Say what you want about Elon Musk, but once this technological innovator sets his sights on something, he fights to win.
His newest artificial intelligence startup, xAI, which was only founded last July, just brought online a new supercomputer called “Colossus” over Labor Day weekend, which is designed to train a large-scale language model (LLM) called Grok, a rival to Open AI’s better-known GPT-4.
Grok is limited to paid subscribers of Musk’s social media platform X, but many Tesla experts speculate that it will eventually form the artificial intelligence that powers the electric vehicle maker’s humanoid robot Optimus.
Musk estimates that the strategic lighthouse project could eventually earn Tesla $1 trillion in annual profits.
New xAI data center in Tennessee will house 100,000 servers Nvidia has benchmarked its Hopper H100 processor more than any other AI computing cluster..
“From start to finish, it was done in 122 days,” Musk wrote, calling Colossus “the world’s most powerful AI training system.”
This weekend, the @xAI team brought the Colossus 100k H100 training cluster online, taking 122 days from start to finish.
Colossus is the most powerful AI training system in the world, and will double in size to 200k (50k H200s) within the next few months.
wonderful…
— Elon Musk (@elonmusk) September 2, 2024
The xAI effort isn’t stopping there: Musk estimates he could double Colossus’ computing power within months if he can procure 50,000 chips from Nvidia’s newer, more advanced H200 series, which are roughly twice as powerful.
Musk and xAI did not respond to Fortune’s requests for comment.
Built to train Grok-3, which could become the next leader in AI models
Considering xAI only selected its Memphis location in June, the pace at which Colossus is being established has been ferocious.
Additionally, several major tech companies, including Microsoft, Google and Amazon, are joining Musk in the current AI gold rush to vie for Nvidia’s popular Hopper series AI chips.
But the AI entrepreneur is a valued Nvidia customer, pledging to spend $3 billion to $4 billion on CEO Jensen Huang’s hardware this year just for Tesla.
Moreover, xAI has had a head start by leveraging supplies of AI chips already delivered to EV maker Tesla.
The Memphis cluster will train Musk’s third generation Grok robots.
“We’re hoping to release Grok-3 by December, at which point it will be the most powerful AI in the world,” he told conservative podcaster Jordan Peterson in July.
An early beta version of Grok-2 was made available to users last month.
The model was trained on just about 15,000 Nvidia H100 graphics processors, but by some measures it is already one of the most capable AI large-scale language models, according to a leaderboard of competing chatbots.
Increasing the number of GPUs by nearly seven-fold suggests Musk isn’t ready to cede the race to develop artificial general intelligence to OpenAI, which he helped co-found in late 2015 out of concern that Google had a monopoly on the technology.
Musk has since clashed with CEO Sam Altman and is suing the company for a second time.
To overcome this disadvantage, xAI In May, the company raised $6 billion in a Series B funding round, led by venture capitalists such as Andreessen Horowitz and Sequoia Capital. Fidelity and Saudi Arabian Prince Alwaleed bin Talal’s Kingdom Holdings.
Tesla could be the next company to invest in Musk’s xAI
Musk also said he intends to propose to Tesla’s board of directors a vote on whether to invest $5 billion in xAI, a move welcomed by many shareholders.
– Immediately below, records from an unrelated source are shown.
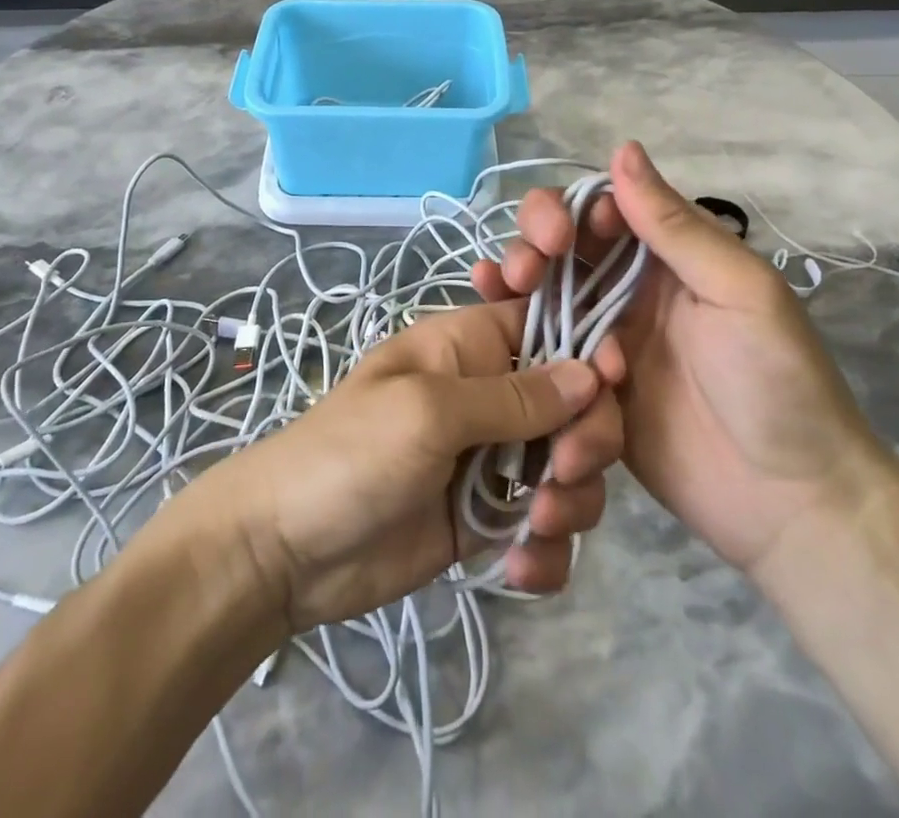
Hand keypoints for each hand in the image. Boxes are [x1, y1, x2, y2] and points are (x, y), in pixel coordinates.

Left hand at [179, 299, 623, 633]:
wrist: (287, 549)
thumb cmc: (352, 454)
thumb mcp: (430, 411)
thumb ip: (514, 396)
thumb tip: (592, 372)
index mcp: (470, 346)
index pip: (549, 327)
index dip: (588, 352)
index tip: (611, 388)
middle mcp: (488, 395)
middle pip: (574, 403)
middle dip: (584, 441)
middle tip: (560, 476)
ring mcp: (490, 459)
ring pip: (569, 467)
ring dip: (569, 502)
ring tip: (533, 528)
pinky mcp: (487, 518)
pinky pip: (546, 526)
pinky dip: (546, 550)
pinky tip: (518, 571)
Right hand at [471, 141, 898, 578]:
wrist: (792, 507)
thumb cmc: (777, 383)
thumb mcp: (739, 291)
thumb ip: (675, 226)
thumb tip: (622, 147)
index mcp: (668, 257)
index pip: (602, 209)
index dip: (568, 210)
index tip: (557, 236)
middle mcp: (630, 289)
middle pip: (562, 247)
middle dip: (532, 244)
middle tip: (523, 272)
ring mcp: (605, 338)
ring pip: (544, 293)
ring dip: (515, 281)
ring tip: (495, 289)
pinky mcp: (587, 388)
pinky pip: (544, 350)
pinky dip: (514, 333)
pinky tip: (490, 327)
Of the roughly $10 billion in AI spending that I said Tesla will do this year, about half is internal, primarily in our Tesla-designed AI inference computers and sensors in all of our cars, and in Dojo.
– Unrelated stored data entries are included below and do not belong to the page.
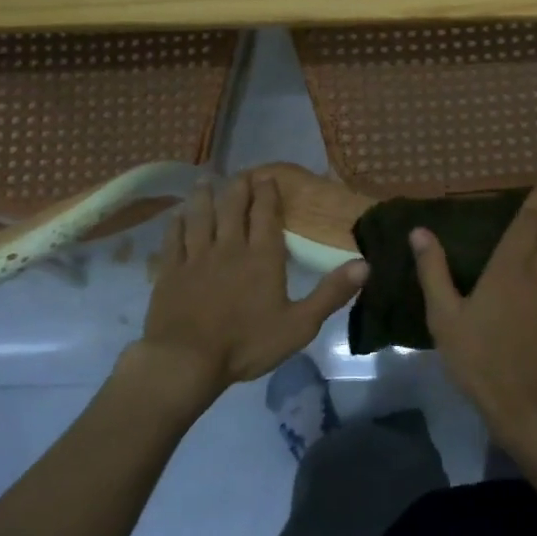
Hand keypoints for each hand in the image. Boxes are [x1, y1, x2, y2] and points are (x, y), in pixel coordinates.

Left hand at [129, 172, 367, 404]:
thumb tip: (366, 264)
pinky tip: (176, 216)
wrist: (186, 361)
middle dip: (238, 188)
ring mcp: (196, 258)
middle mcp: (229, 247)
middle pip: (232, 209)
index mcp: (262, 257)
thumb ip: (331, 293)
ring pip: (200, 217)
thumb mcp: (300, 324)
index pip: (265, 215)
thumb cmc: (247, 344)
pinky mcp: (170, 272)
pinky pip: (174, 240)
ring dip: (204, 197)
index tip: (267, 177)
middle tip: (241, 174)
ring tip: (206, 181)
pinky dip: (176, 224)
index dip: (267, 194)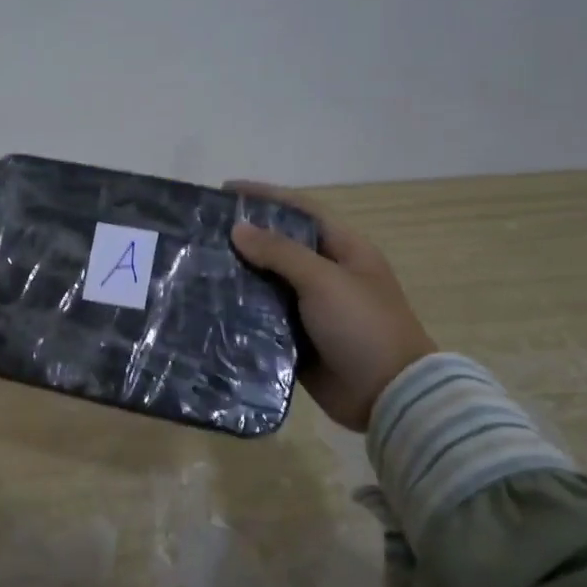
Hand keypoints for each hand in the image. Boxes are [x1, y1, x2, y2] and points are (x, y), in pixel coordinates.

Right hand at [227, 182, 436, 431]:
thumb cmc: (363, 326)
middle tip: (202, 232)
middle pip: (280, 245)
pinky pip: (265, 318)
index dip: (265, 196)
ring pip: (268, 283)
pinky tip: (210, 306)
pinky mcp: (298, 339)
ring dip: (239, 275)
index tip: (225, 190)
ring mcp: (312, 308)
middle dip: (245, 237)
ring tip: (198, 266)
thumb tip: (238, 229)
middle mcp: (327, 274)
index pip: (300, 210)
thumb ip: (280, 252)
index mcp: (344, 250)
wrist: (388, 396)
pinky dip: (242, 312)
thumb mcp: (324, 281)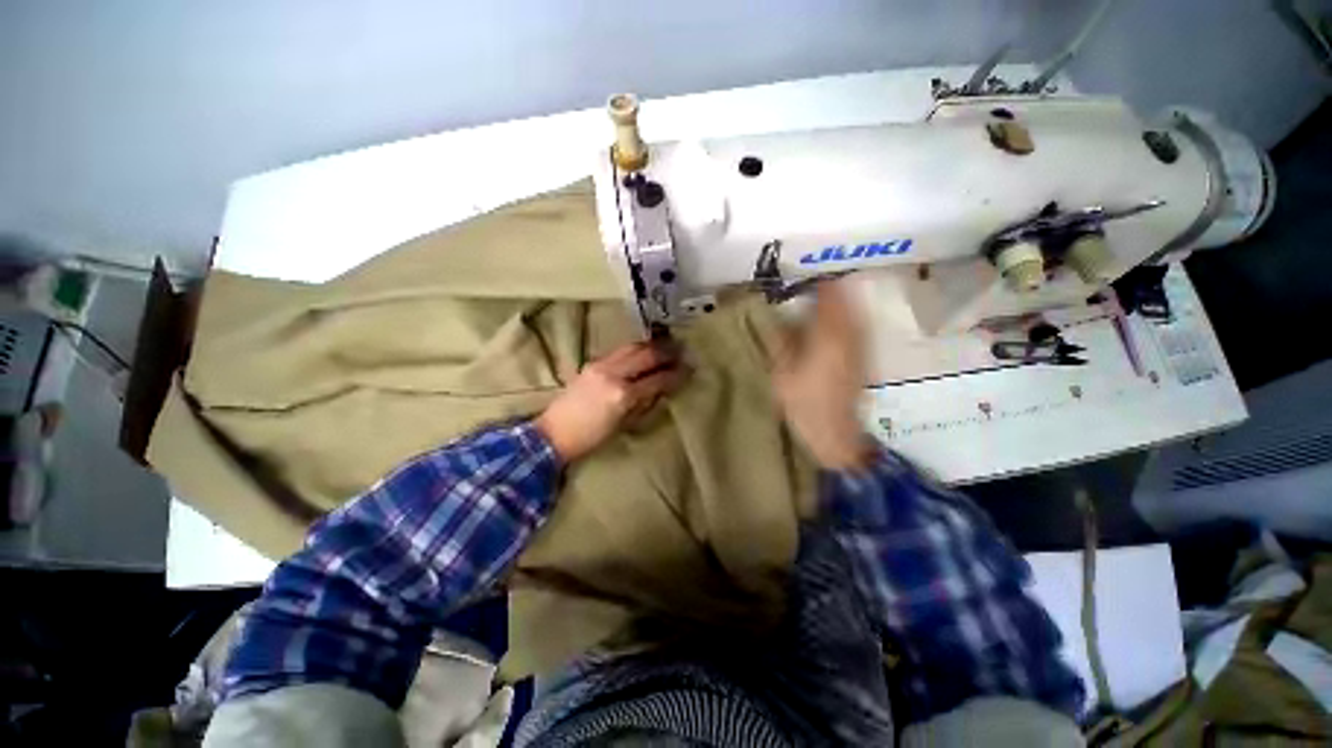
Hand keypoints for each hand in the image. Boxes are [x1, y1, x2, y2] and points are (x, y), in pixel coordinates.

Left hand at [535, 340, 688, 461]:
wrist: (553, 433)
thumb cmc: (591, 438)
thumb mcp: (623, 425)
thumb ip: (643, 403)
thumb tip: (661, 389)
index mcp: (623, 395)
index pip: (656, 379)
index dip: (675, 374)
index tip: (688, 369)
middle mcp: (613, 374)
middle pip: (646, 355)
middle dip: (666, 351)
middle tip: (681, 350)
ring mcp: (601, 365)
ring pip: (632, 347)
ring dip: (651, 346)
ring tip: (665, 346)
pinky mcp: (592, 363)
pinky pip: (619, 351)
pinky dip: (635, 349)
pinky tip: (643, 351)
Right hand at [772, 279, 871, 469]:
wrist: (835, 436)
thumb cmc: (803, 404)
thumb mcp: (782, 373)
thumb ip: (782, 342)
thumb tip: (781, 319)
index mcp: (828, 337)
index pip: (828, 299)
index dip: (819, 285)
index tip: (808, 276)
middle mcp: (849, 337)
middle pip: (846, 303)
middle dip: (833, 290)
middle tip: (817, 283)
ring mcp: (859, 350)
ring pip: (853, 316)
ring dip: (842, 304)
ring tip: (827, 298)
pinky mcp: (861, 361)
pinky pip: (855, 330)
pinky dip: (846, 321)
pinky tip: (836, 325)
NVidia hardware is a good choice for building AI training superclusters.
— Elon Musk (@elonmusk) June 4, 2024
But the xAI supercomputer cluster is causing unease in Memphis because city officials rushed to agree to the project, which would bring economic activity back to a part of the city that was last home to an Electrolux white goods factory.
One of the main concerns is It would put a strain on city resources. Officials at the city’s utility company, MLGW, said the Colossus Up to one million gallons of water would be required per day to cool the servers, consuming as much as 150 megawatts of electricity.
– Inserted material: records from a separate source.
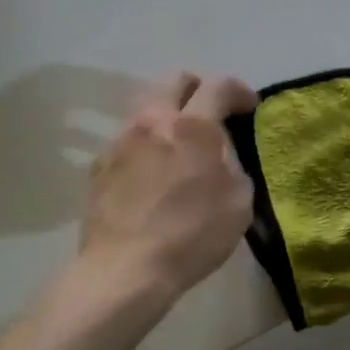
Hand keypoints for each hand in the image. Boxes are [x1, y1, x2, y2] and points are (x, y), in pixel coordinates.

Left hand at [79, 71, 257, 305]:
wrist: (126, 269)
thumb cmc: (192, 236)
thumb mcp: (238, 201)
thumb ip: (233, 164)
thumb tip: (220, 153)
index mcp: (191, 126)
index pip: (218, 86)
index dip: (239, 90)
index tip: (250, 106)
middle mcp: (152, 121)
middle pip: (174, 80)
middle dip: (199, 88)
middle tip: (213, 112)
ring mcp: (119, 141)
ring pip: (148, 109)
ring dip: (170, 117)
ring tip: (182, 146)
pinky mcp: (99, 165)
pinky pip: (129, 140)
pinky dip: (148, 145)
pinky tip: (155, 174)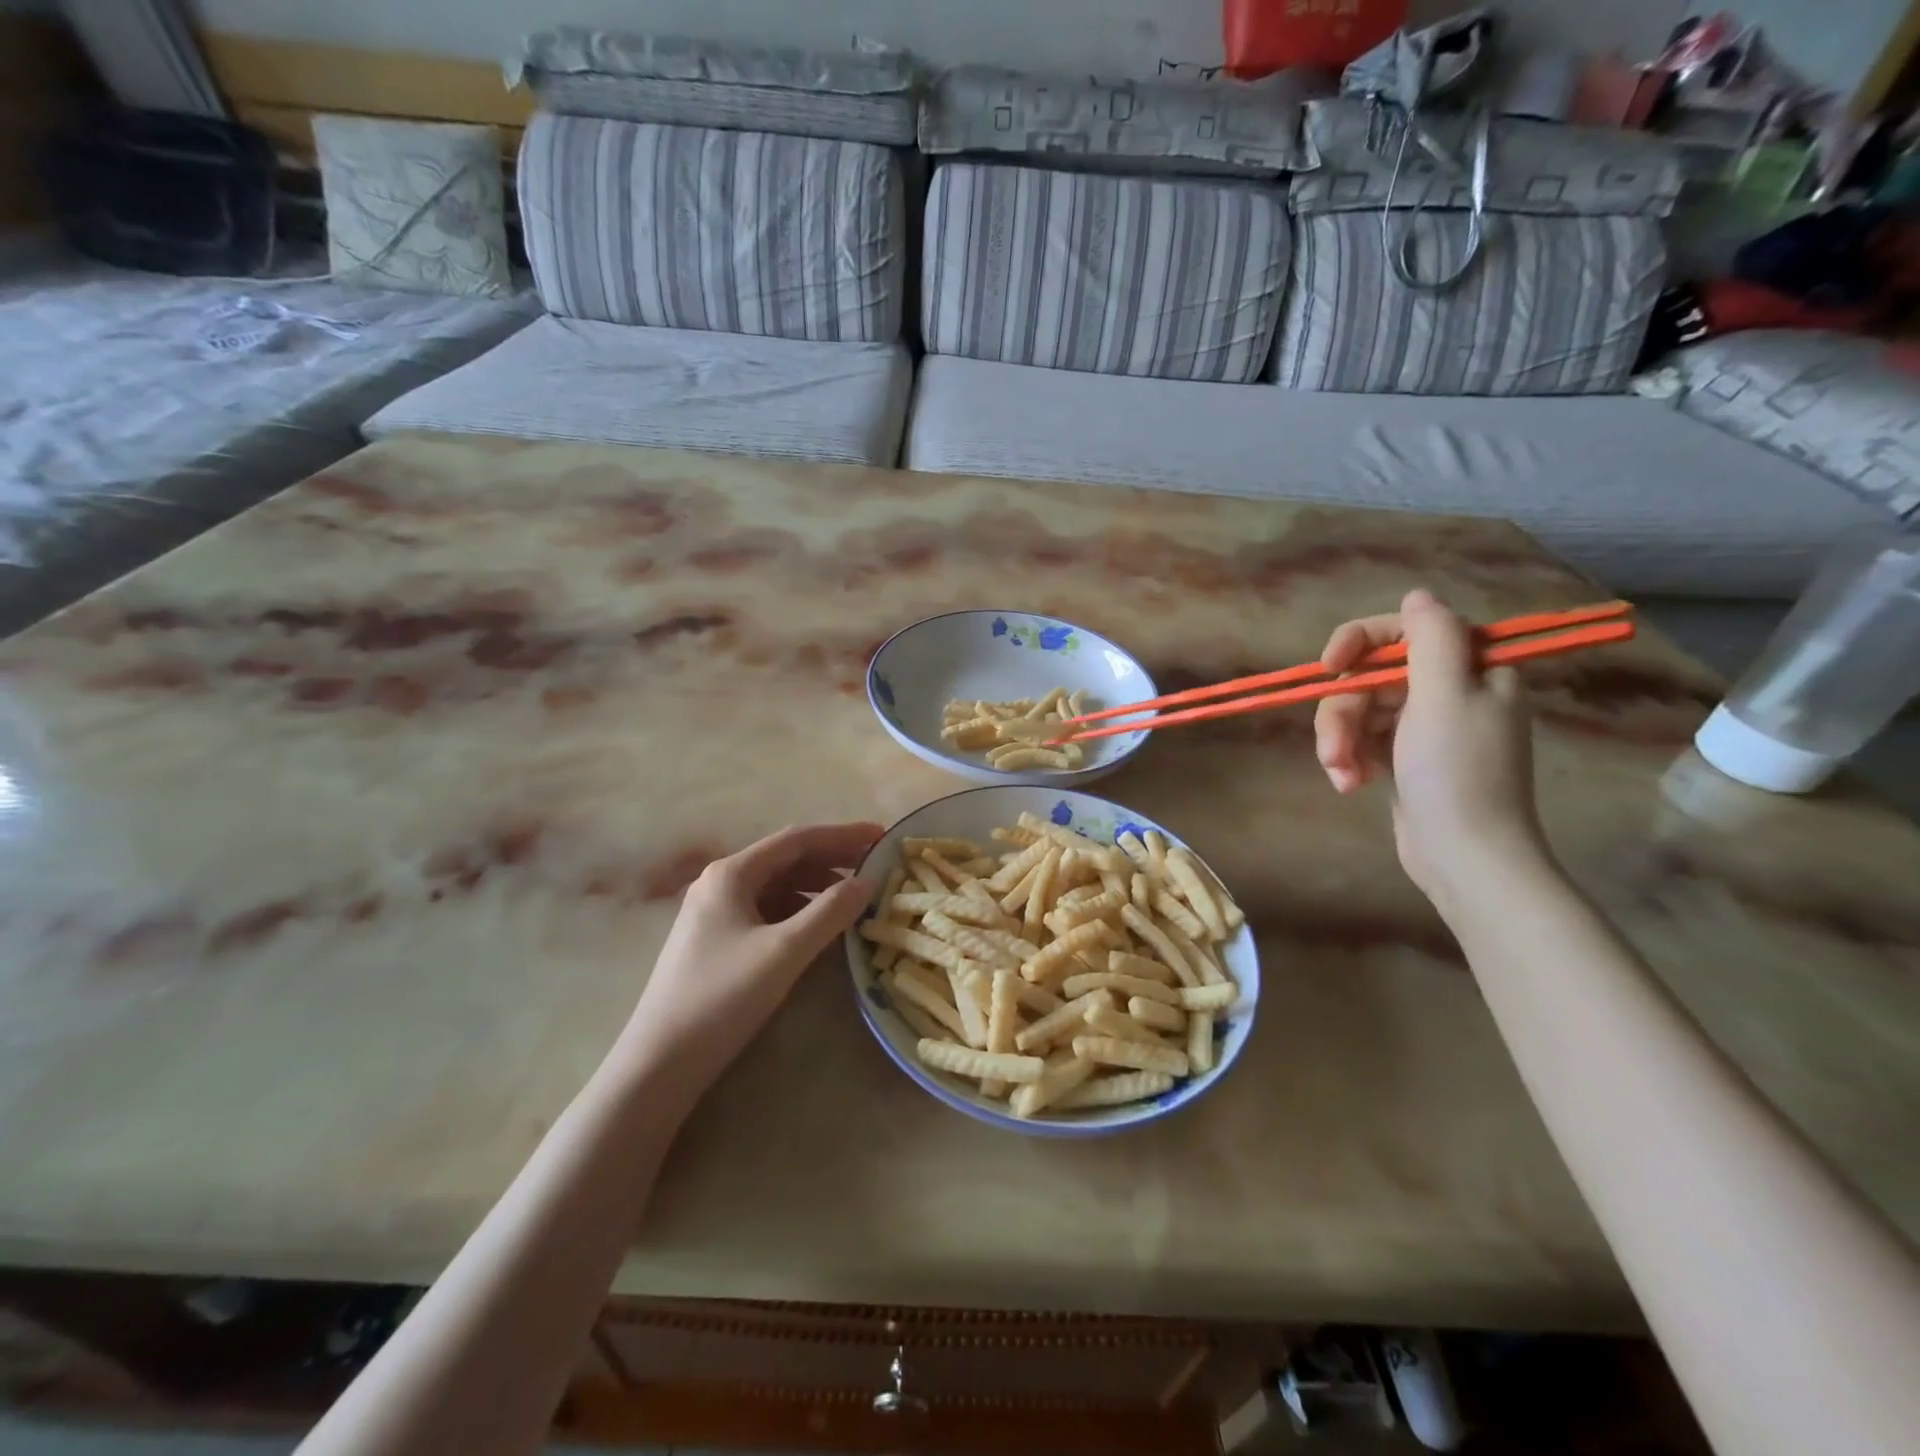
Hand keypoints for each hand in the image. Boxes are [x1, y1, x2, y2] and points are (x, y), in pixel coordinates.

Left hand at [611, 822, 882, 1095]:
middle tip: (874, 868)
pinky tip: (819, 930)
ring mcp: (715, 914)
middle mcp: (720, 884)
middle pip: (786, 860)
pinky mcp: (716, 942)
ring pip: (777, 888)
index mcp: (731, 873)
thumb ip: (830, 912)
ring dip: (816, 889)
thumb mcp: (784, 952)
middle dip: (832, 861)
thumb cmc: (722, 997)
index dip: (843, 835)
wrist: (659, 1064)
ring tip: (854, 900)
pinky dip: (798, 913)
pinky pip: (767, 913)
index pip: (797, 839)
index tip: (881, 837)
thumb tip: (867, 881)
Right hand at [1313, 590, 1544, 904]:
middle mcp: (1450, 691)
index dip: (1360, 641)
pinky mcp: (1403, 758)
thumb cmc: (1457, 773)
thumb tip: (1417, 596)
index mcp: (1471, 669)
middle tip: (1334, 749)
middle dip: (1344, 712)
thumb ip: (1431, 638)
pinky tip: (1350, 784)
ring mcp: (1424, 727)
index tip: (1329, 665)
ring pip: (1359, 711)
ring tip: (1342, 775)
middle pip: (1372, 676)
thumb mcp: (1446, 696)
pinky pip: (1362, 740)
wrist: (1465, 857)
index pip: (1406, 631)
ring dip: (1340, 741)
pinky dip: (1349, 759)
But Musk is a big thinker, and anything worth doing is worth doing fast, or risk falling behind the competition.
Speaking with podcaster Lex Friedman after he toured xAI’s fast-growing operations, Musk said speed is a key element of the company’s five-step management process.
“You can speed up anything. No matter how fast you think you can do it, you can do it faster,” he said last month.